> DATA PROVIDED:
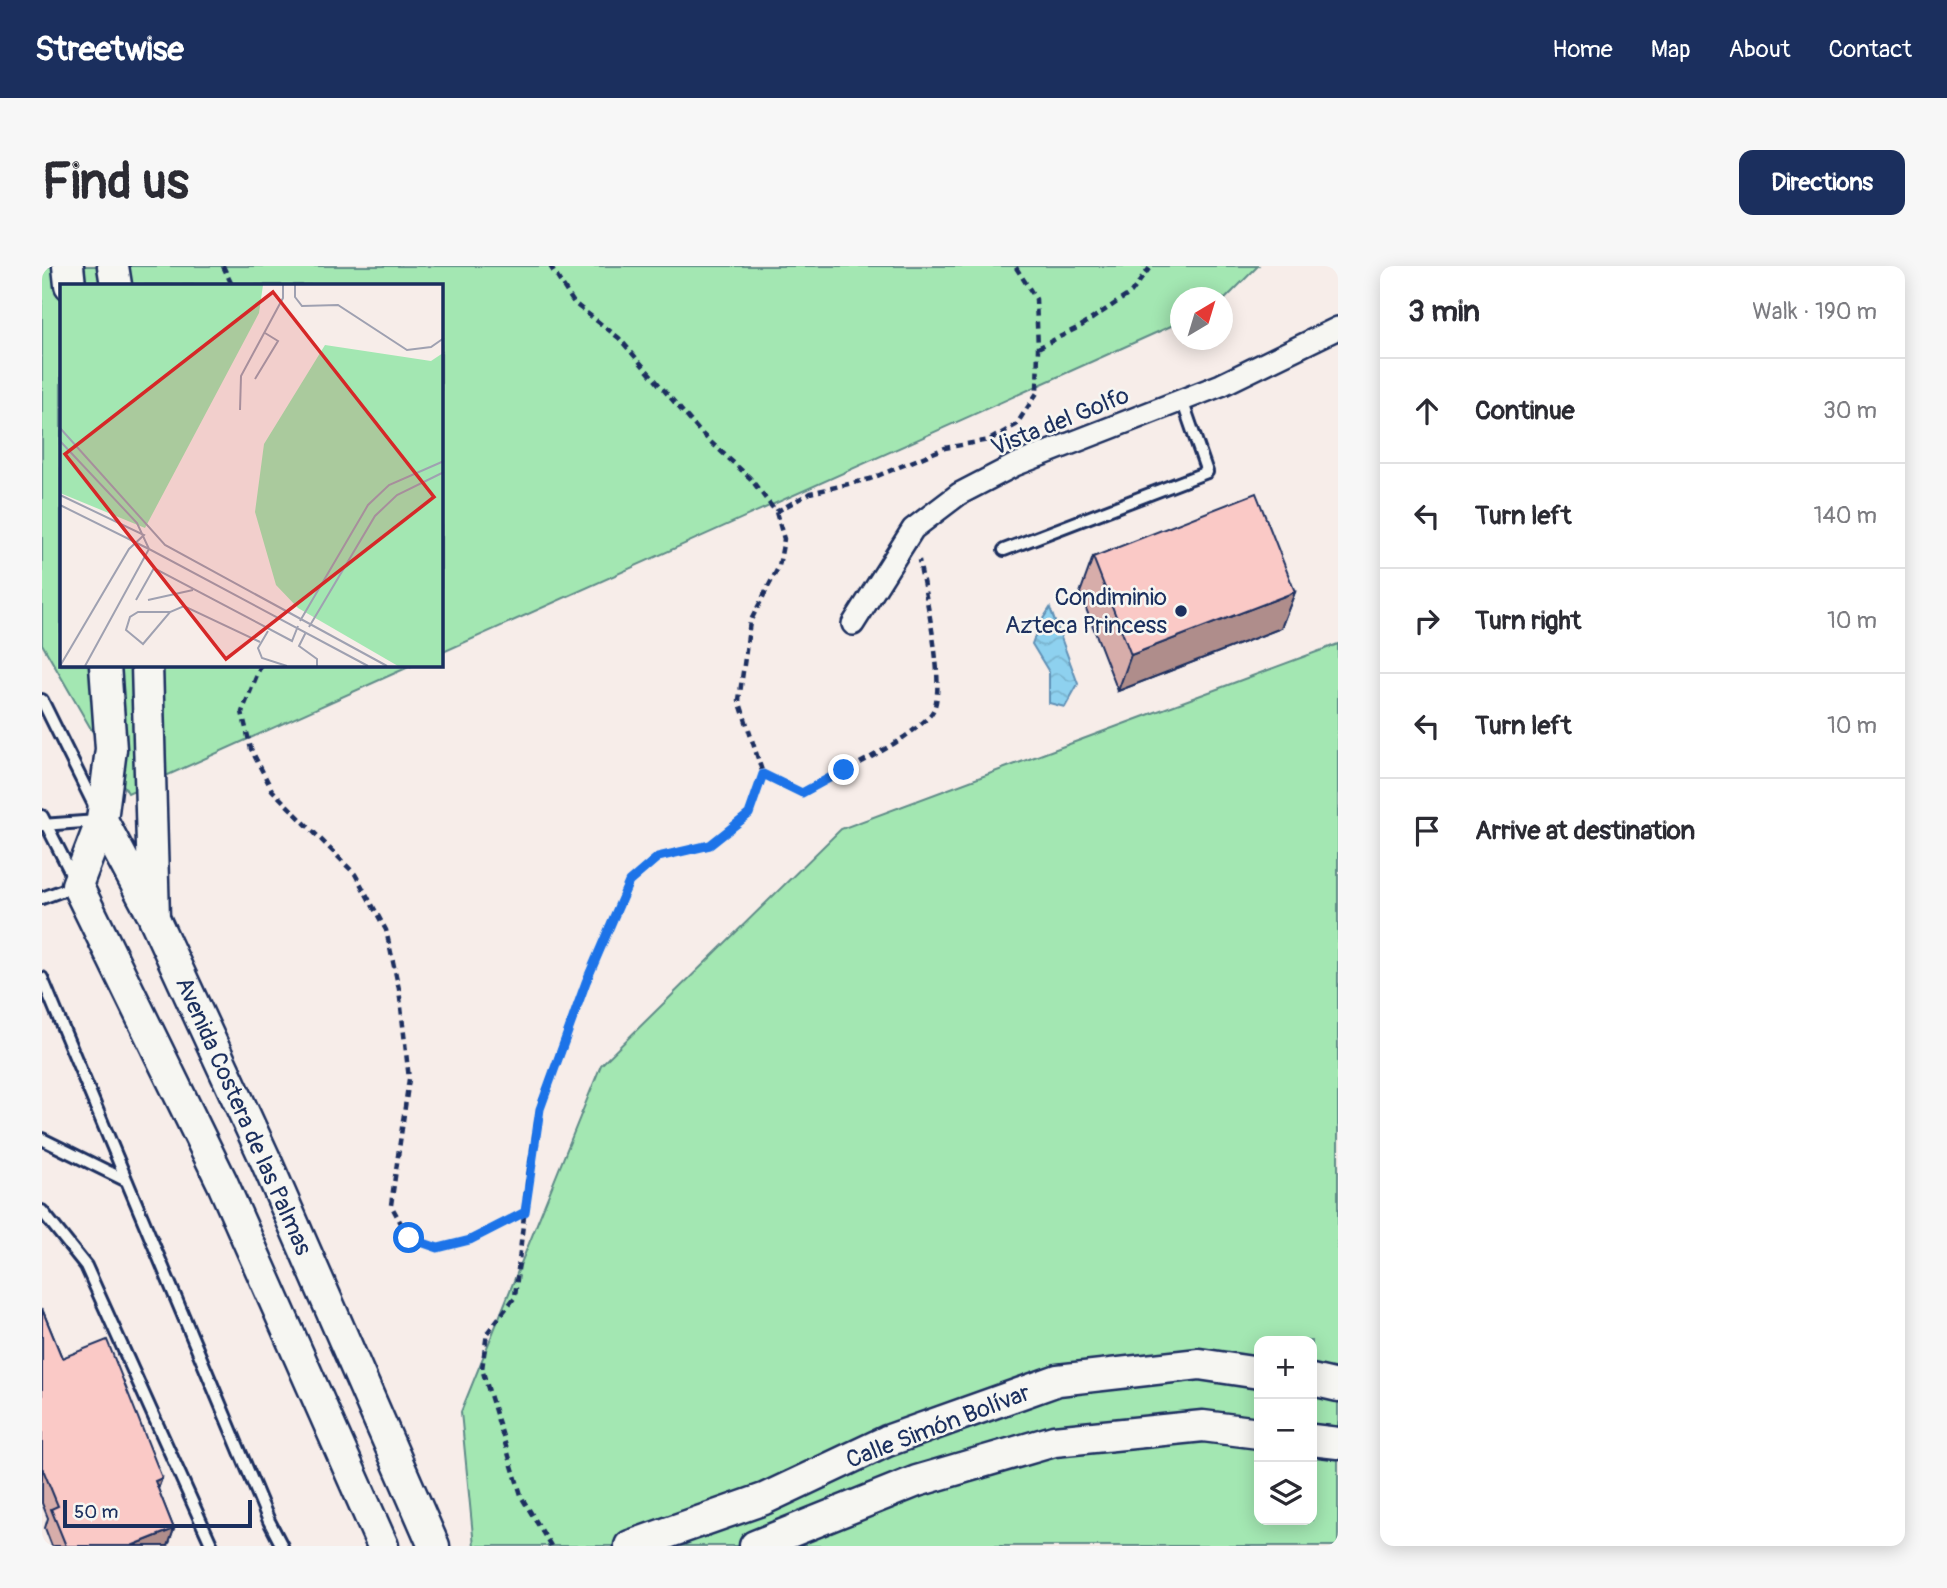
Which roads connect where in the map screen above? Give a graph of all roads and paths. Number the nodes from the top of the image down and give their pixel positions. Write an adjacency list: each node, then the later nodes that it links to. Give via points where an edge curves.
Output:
1 (68, 266): 7 (main road)
2 (113, 266): 8 (main road)
3 (223, 266): 9 (path)
4 (550, 266): 13 (path, via 573,303 619,338)
5 (1015, 266): 11 (path, via 1036,299)
6 (1151, 266): 11 (path, via 1131,293)
7 (71, 284)
8 (116, 284)
9 (232, 284)
10 (1338, 328): 12 (street, Vista del Golfo)
11 (1038, 348): 13 (path, via 1037,393 1016,425 989,440 945,447 870,480 810,493)
12 (1182, 400): 14 (street, Vista del Golfo, via 1015,465 959,494); 15 (lane, via 1207,472)
13 (776, 512): 21 (path, via 784,539 779,566 750,622 739,700)
14 (913, 528): 16 (street, Vista del Golfo); 21 (path, via 940,685 933,713 898,739 802,793)
15 (1004, 550)
16 (853, 625)
17 (105, 667): 22 (main road, via 111,749)
18 (146, 667): 26 (main road, Avenida Costera de las Palmas)
19 (260, 667): 33 (path, via 242,712 251,749 272,790 355,874 386,930 399,989 409,1079 391,1205 409,1238 438,1248 470,1240)
20 (42, 700): 22 (lane)
21 (763, 774): 33 (path, via 749,814 710,845 658,857 629,882 586,982 540,1109)
22 (102, 820): 23 (lane); 24 (main road); 26 (main road)
23 (43, 822): 24 (lane, Avenida Costera de las Palmas)
24 (77, 885): 25 (lane); 31 (main road, Avenida Costera de las Palmas)
25 (42, 898)
26 (154, 918): 29 (main road, Avenida Costera de las Palmas)
27 (42, 978): 30 (lane)
28 (42, 1139): 30 (lane)
29 (265, 1161): 31 (main road); 43 (main road, Avenida Costera de las Palmas)
30 (127, 1181): 41 (lane)
31 (222, 1182): 42 (main road, Avenida Costera de las Palmas)
32 (42, 1211): 40 (lane, via 86,1266)
33 (525, 1212): 44 (path, via 515,1297 487,1334 482,1370 522,1498)
34 (1254, 1372): 45 (main road, Calle Simón Bolívar, via 1199,1364 1058,1380 887,1441 764,1499)
35 (1317, 1381): 36 (main road)
36 (1338, 1386)
37 (1254, 1432): 46 (main road, Calle Simón Bolívar, via 1203,1426 1054,1441 917,1481)
38 (1317, 1441): 39 (main road)
39 (1338, 1443)
40 (212, 1546)
41 (282, 1546)
42 (383, 1546)
43 (435, 1546)
44 (551, 1546)
45 (630, 1546)
46 (755, 1546)

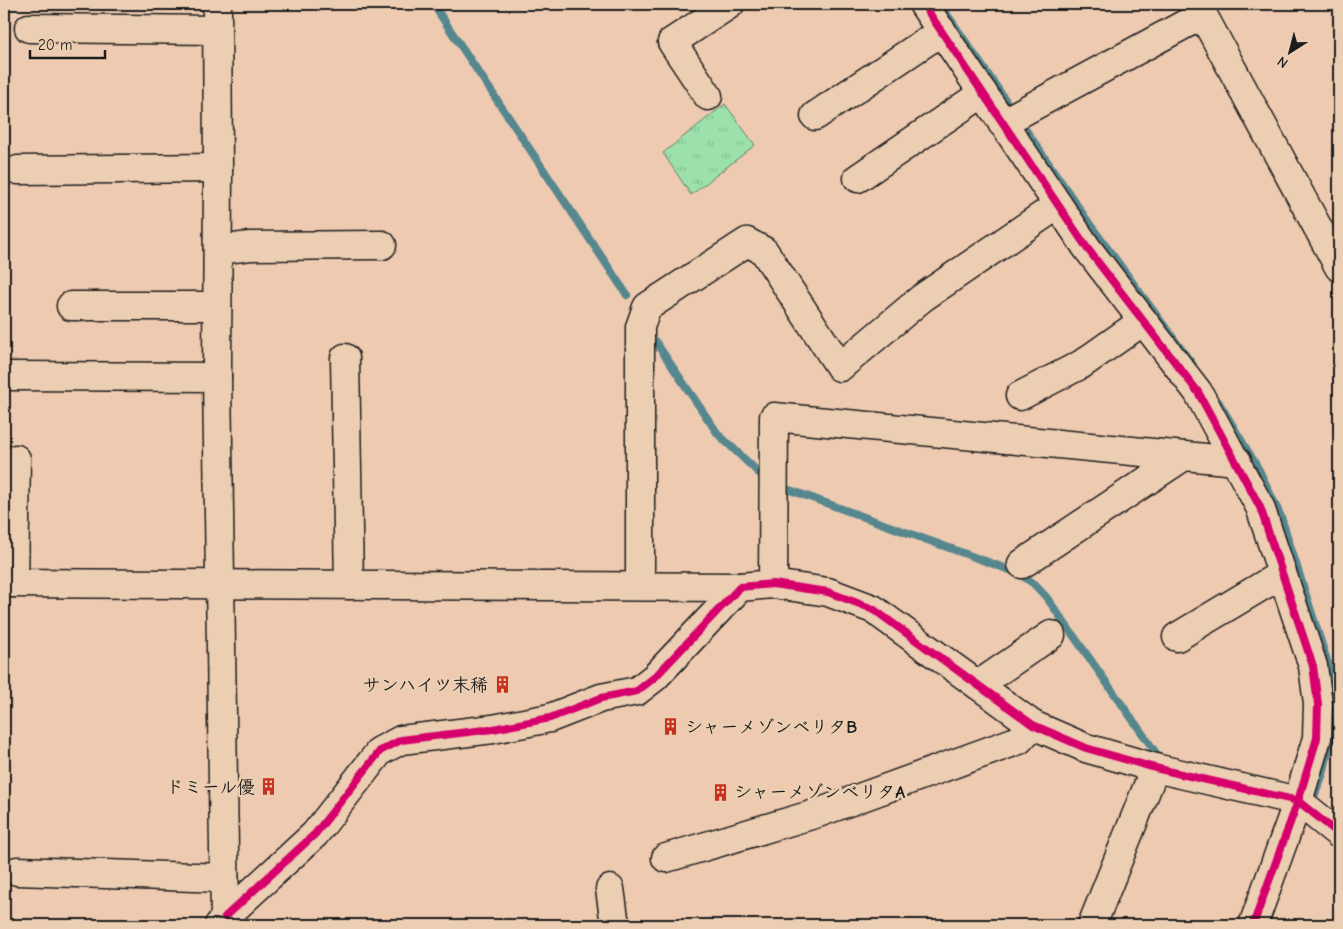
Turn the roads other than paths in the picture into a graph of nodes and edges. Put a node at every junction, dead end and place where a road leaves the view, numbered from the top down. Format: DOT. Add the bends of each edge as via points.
graph roads {
  1 [pos="730,4"];
  2 [pos="923,4"];
  3 [pos="1200,9"];
  4 [pos="217,17"];
  5 [pos="29,28"];
  6 [pos="942,32"];
  7 [pos="983,93"];
  8 [pos="708,96"];
  9 [pos="815,116"];
  10 [pos="1013,117"];
  11 [pos="218,168"];
  12 [pos="18,170"];
  13 [pos="858,178"];
  14 [pos="1058,205"];
  15 [pos="382,245"];
  16 [pos="218,250"];
  17 [pos="1339,266"];
  18 [pos="72,306"];
  19 [pos="217,306"];
  20 [pos="1143,321"];
  21 [pos="345,358"];
  22 [pos="7,376"];
  23 [pos="217,377"];
  24 [pos="1020,396"];
  25 [pos="1184,456"];
  26 [pos="16,459"];
  27 [pos="1237,461"];
  28 [pos="1022,564"];
  29 [pos="1282,574"];
  30 [pos="9,583"];
  31 [pos="220,583"];
  32 [pos="773,584"];
  33 [pos="349,585"];
  34 [pos="640,586"];
  35 [pos="740,587"];
  36 [pos="1051,635"];
  37 [pos="1177,637"];
  38 [pos="978,685"];
  39 [pos="1033,725"];
  40 [pos="1155,768"];
  41 [pos="1306,806"];
  42 [pos="1339,834"];
  43 [pos="666,858"];
  44 [pos="17,871"];
  45 [pos="224,878"];
  46 [pos="610,889"];
  47 [pos="222,921"];
  48 [pos="616,925"];
  49 [pos="1092,925"];
  50 [pos="1253,925"];
  1 -- 8 [label="street" via="672,42"];
  2 -- 6 [label="street"];
  3 -- 10 [label="street"];
  3 -- 17 [label="street"];
  4 -- 5 [label="street"];
  4 -- 11 [label="street"];
  6 -- 7 [label="street"];
  6 -- 9 [label="street"];
  7 -- 10 [label="street"];
  7 -- 13 [label="street"];
  10 -- 14 [label="street"];
  11 -- 12 [label="street"];
  11 -- 16 [label="street"];
  14 -- 20 [label="street" via="1086,248"];
  14 -- 34 [label="street" via="922,298 840,367 764,250 747,242 647,308 640,327"];
  15 -- 16 [label="street" via="250,246"];
  16 -- 19 [label="street"];
  18 -- 19 [label="street"];
  19 -- 23 [label="street"];
  20 -- 24 [label="street" via="1082,364"];
  20 -- 27 [label="street" via="1198,392"];
  21 -- 33 [label="street"];
  22 -- 23 [label="street"];
  23 -- 31 [label="street"];
  25 -- 27 [label="street"];
  25 -- 28 [label="street"];
  25 -- 32 [label="street" via="774,417"];
  26 -- 30 [label="street"];
  27 -- 29 [label="street" via="1260,507"];
  29 -- 37 [label="street"];
  29 -- 41 [label="street" via="1313,666 1318,704 1317,738"];
  30 -- 31 [label="street"];
  31 -- 33 [label="street"];
  31 -- 45 [label="street"];
  32 -- 35 [label="street"];
  32 -- 38 [label="street" via="828,592 873,609"];
  33 -- 34 [label="street"];
  34 -- 35 [label="street"];
  35 -- 47 [label="street" via="655,677 637,691 601,698 550,718 493,730 401,740 380,751 315,834"];
  36 -- 38 [label="street"];
  38 -- 39 [label="street"];
  39 -- 40 [label="street" via="1086,748"];
  39 -- 43 [label="street" via="1019,740 818,813"];
  40 -- 41 [label="street"];
  40 -- 49 [label="street"];
  41 -- 42 [label="street"];
  41 -- 50 [label="street"];
  44 -- 45 [label="street"];
  45 -- 47 [label="street"];
  46 -- 48 [label="street"];
}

> WORK ITEM:
The expected answer is the full listing above, transcribed exactly and without pictures.

> RESPONSE TO THIS EXERCISE:
Which roads connect where in the map screen above? Give a graph of all roads and paths. Number the nodes from the top of the image down and give their pixel positions. Write an adjacency list: each node, then the later nodes that it links to. Give via points where an edge curves.
Output:
1 (68, 266): 7 (main road)
2 (113, 266): 8 (main road)
3 (223, 266): 9 (path)
4 (550, 266): 13 (path, via 573,303 619,338)
5 (1015, 266): 11 (path, via 1036,299)
6 (1151, 266): 11 (path, via 1131,293)
7 (71, 284)
8 (116, 284)
9 (232, 284)
10 (1338, 328): 12 (street, Vista del Golfo)
11 (1038, 348): 13 (path, via 1037,393 1016,425 989,440 945,447 870,480 810,493)
12 (1182, 400): 14 (street, Vista del Golfo, via 1015,465 959,494); 15 (lane, via 1207,472)
13 (776, 512): 21 (path, via 784,539 779,566 750,622 739,700)
14 (913, 528): 16 (street, Vista del Golfo); 21 (path, via 940,685 933,713 898,739 802,793)
15 (1004, 550)
16 (853, 625)
17 (105, 667): 22 (main road, via 111,749)
18 (146, 667): 26 (main road, Avenida Costera de las Palmas)
19 (260, 667): 33 (path, via 242,712 251,749 272,790 355,874 386,930 399,989 409,1079 391,1205 409,1238 438,1248 470,1240)
20 (42, 700): 22 (lane)
21 (763, 774): 33 (path, via 749,814 710,845 658,857 629,882 586,982 540,1109)
22 (102, 820): 23 (lane); 24 (main road); 26 (main road)
23 (43, 822): 24 (lane, Avenida Costera de las Palmas)
24 (77, 885): 25 (lane); 31 (main road, Avenida Costera de las Palmas)
25 (42, 898)
26 (154, 918): 29 (main road, Avenida Costera de las Palmas)
27 (42, 978): 30 (lane)
28 (42, 1139): 30 (lane)
29 (265, 1161): 31 (main road); 43 (main road, Avenida Costera de las Palmas)
30 (127, 1181): 41 (lane)
31 (222, 1182): 42 (main road, Avenida Costera de las Palmas)
32 (42, 1211): 40 (lane, via 86,1266)
33 (525, 1212): 44 (path, via 515,1297 487,1334 482,1370 522,1498)
34 (1254, 1372): 45 (main road, Calle Simón Bolívar, via 1199,1364 1058,1380 887,1441 764,1499)
35 (1317, 1381): 36 (main road)
36 (1338, 1386)
37 (1254, 1432): 46 (main road, Calle Simón Bolívar, via 1203,1426 1054,1441 917,1481)
38 (1317, 1441): 39 (main road)
39 (1338, 1443)
40 (212, 1546)
41 (282, 1546)
42 (383, 1546)
43 (435, 1546)
44 (551, 1546)
45 (630, 1546)
46 (755, 1546)

Turn the roads other than paths in the picture into a graph of nodes and edges. Put a node at every junction, dead end and place where a road leaves the view, numbered from the top down. Format: DOT. Add the bends of each edge as via points.
graph roads {
  1 [pos="730,4"];
  2 [pos="923,4"];
  3 [pos="1200,9"];
  4 [pos="217,17"];
  5 [pos="29,28"];
  6 [pos="942,32"];
  7 [pos="983,93"];
  8 [pos="708,96"];
  9 [pos="815,116"];
  10 [pos="1013,117"];
  11 [pos="218,168"];
  12 [pos="18,170"];
  13 [pos="858,178"];
  14 [pos="1058,205"];
  15 [pos="382,245"];
  16 [pos="218,250"];
  17 [pos="1339,266"];
  18 [pos="72,306"];
  19 [pos="217,306"];
  20 [pos="1143,321"];
  21 [pos="345,358"];
  22 [pos="7,376"];
  23 [pos="217,377"];
  24 [pos="1020,396"];
  25 [pos="1184,456"];
  26 [pos="16,459"];
  27 [pos="1237,461"];
  28 [pos="1022,564"];
  29 [pos="1282,574"];
  30 [pos="9,583"];
  31 [pos="220,583"];
  32 [pos="773,584"];
  33 [pos="349,585"];
  34 [pos="640,586"];
  35 [pos="740,587"];
  36 [pos="1051,635"];
  37 [pos="1177,637"];
  38 [pos="978,685"];
  39 [pos="1033,725"];
  40 [pos="1155,768"];
  41 [pos="1306,806"];
  42 [pos="1339,834"];
  43 [pos="666,858"];
  44 [pos="17,871"];
  45 [pos="224,878"];
  46 [pos="610,889"];
  47 [pos="222,921"];
  48 [pos="616,925"];
  49 [pos="1092,925"];
  50 [pos="1253,925"];
  1 -- 8 [label="street" via="672,42"];
  2 -- 6 [label="street"];
  3 -- 10 [label="street"];
  3 -- 17 [label="street"];
  4 -- 5 [label="street"];
  4 -- 11 [label="street"];
  6 -- 7 [label="street"];
  6 -- 9 [label="street"];
  7 -- 10 [label="street"];
  7 -- 13 [label="street"];
  10 -- 14 [label="street"];
  11 -- 12 [label="street"];
  11 -- 16 [label="street"];
  14 -- 20 [label="street" via="1086,248"];
  14 -- 34 [label="street" via="922,298 840,367 764,250 747,242 647,308 640,327"];
  15 -- 16 [label="street" via="250,246"];
  16 -- 19 [label="street"];
  18 -- 19 [label="street"];
  19 -- 23 [label="street"];
  20 -- 24 [label="street" via="1082,364"];
  20 -- 27 [label="street" via="1198,392"];
  21 -- 33 [label="street"];
  22 -- 23 [label="street"];
  23 -- 31 [label="street"];
  25 -- 27 [label="street"];
  25 -- 28 [label="street"];
  25 -- 32 [label="street" via="774,417"];
  26 -- 30 [label="street"];
  27 -- 29 [label="street" via="1260,507"];
  29 -- 37 [label="street"];
  29 -- 41 [label="street" via="1313,666 1318,704 1317,738"];
  30 -- 31 [label="street"];
  31 -- 33 [label="street"];
  31 -- 45 [label="street"];
  32 -- 35 [label="street"];
  32 -- 38 [label="street" via="828,592 873,609"];
  33 -- 34 [label="street"];
  34 -- 35 [label="street"];
  35 -- 47 [label="street" via="655,677 637,691 601,698 550,718 493,730 401,740 380,751 315,834"];
  36 -- 38 [label="street"];
  38 -- 39 [label="street"];
  39 -- 40 [label="street" via="1086,748"];
  39 -- 43 [label="street" via="1019,740 818,813"];
  40 -- 41 [label="street"];
  40 -- 49 [label="street"];
  41 -- 42 [label="street"];
  41 -- 50 [label="street"];
  44 -- 45 [label="street"];
  45 -- 47 [label="street"];
  46 -- 48 [label="street"];
}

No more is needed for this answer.